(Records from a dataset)

━━━━━━━━

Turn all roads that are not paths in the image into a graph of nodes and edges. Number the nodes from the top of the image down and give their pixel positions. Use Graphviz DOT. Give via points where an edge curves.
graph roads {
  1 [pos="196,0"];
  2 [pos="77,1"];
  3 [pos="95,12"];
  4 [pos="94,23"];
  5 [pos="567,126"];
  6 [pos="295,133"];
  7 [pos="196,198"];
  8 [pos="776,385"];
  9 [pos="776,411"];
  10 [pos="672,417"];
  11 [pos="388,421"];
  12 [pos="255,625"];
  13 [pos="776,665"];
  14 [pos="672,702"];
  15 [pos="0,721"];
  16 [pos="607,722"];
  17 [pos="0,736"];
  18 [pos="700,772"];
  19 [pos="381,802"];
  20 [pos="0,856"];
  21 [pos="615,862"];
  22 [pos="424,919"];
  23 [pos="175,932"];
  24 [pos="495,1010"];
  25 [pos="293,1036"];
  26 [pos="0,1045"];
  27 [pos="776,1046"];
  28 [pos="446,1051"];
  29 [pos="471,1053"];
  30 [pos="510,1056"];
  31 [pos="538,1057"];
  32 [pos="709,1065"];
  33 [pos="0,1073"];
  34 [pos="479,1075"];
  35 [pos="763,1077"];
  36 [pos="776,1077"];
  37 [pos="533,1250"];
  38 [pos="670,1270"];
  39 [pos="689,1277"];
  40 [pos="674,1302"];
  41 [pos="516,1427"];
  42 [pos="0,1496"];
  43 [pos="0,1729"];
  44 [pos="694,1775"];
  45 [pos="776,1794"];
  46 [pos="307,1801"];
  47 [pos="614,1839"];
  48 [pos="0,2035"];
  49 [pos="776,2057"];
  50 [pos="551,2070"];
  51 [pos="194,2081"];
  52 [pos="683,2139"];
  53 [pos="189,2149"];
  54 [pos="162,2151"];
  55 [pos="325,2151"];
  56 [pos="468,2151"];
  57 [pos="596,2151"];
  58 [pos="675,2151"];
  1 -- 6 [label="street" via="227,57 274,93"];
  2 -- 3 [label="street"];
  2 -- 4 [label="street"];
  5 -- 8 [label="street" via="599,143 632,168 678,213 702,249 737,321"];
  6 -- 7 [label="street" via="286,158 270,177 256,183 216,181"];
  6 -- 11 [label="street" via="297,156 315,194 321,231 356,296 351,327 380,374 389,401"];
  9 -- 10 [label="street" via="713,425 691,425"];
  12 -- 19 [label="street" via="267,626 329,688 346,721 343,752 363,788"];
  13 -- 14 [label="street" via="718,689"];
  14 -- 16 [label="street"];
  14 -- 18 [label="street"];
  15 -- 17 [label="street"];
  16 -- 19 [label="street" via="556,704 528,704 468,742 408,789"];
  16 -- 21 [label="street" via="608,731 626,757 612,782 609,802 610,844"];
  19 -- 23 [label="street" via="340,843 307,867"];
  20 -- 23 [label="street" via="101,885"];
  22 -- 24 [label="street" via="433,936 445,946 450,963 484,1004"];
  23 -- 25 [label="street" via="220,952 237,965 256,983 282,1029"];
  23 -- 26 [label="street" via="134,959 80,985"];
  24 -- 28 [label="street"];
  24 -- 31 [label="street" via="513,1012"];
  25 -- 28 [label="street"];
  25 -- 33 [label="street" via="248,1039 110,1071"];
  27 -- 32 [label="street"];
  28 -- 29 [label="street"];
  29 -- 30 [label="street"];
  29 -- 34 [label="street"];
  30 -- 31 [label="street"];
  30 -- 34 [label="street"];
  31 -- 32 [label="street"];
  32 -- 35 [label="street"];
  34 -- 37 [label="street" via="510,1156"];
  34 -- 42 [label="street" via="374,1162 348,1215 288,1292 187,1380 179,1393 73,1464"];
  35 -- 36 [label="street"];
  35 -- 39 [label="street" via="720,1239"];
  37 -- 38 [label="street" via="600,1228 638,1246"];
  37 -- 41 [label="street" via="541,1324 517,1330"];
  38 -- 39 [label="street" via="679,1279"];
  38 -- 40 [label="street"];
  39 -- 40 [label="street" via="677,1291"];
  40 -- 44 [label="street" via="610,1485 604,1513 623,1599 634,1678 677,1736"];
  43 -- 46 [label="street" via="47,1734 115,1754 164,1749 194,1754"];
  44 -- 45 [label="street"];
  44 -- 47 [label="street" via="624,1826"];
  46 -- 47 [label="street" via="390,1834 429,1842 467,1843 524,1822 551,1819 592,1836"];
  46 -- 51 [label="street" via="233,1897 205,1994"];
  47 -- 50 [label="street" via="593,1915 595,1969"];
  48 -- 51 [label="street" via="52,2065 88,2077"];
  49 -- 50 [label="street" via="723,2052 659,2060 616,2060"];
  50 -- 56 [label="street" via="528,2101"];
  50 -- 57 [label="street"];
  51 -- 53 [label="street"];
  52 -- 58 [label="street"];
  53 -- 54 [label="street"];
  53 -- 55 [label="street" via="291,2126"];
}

━━━━━━━━

→ EXERCISE OBJECTIVE:
Which lines of the data contain the string "graph"? Copy each one.

→ RESPONSE TO THIS EXERCISE:
Turn all roads that are not paths in the image into a graph of nodes and edges. Number the nodes from the top of the image down and give their pixel positions. Use Graphviz DOT. Give via points where an edge curves.
graph roads {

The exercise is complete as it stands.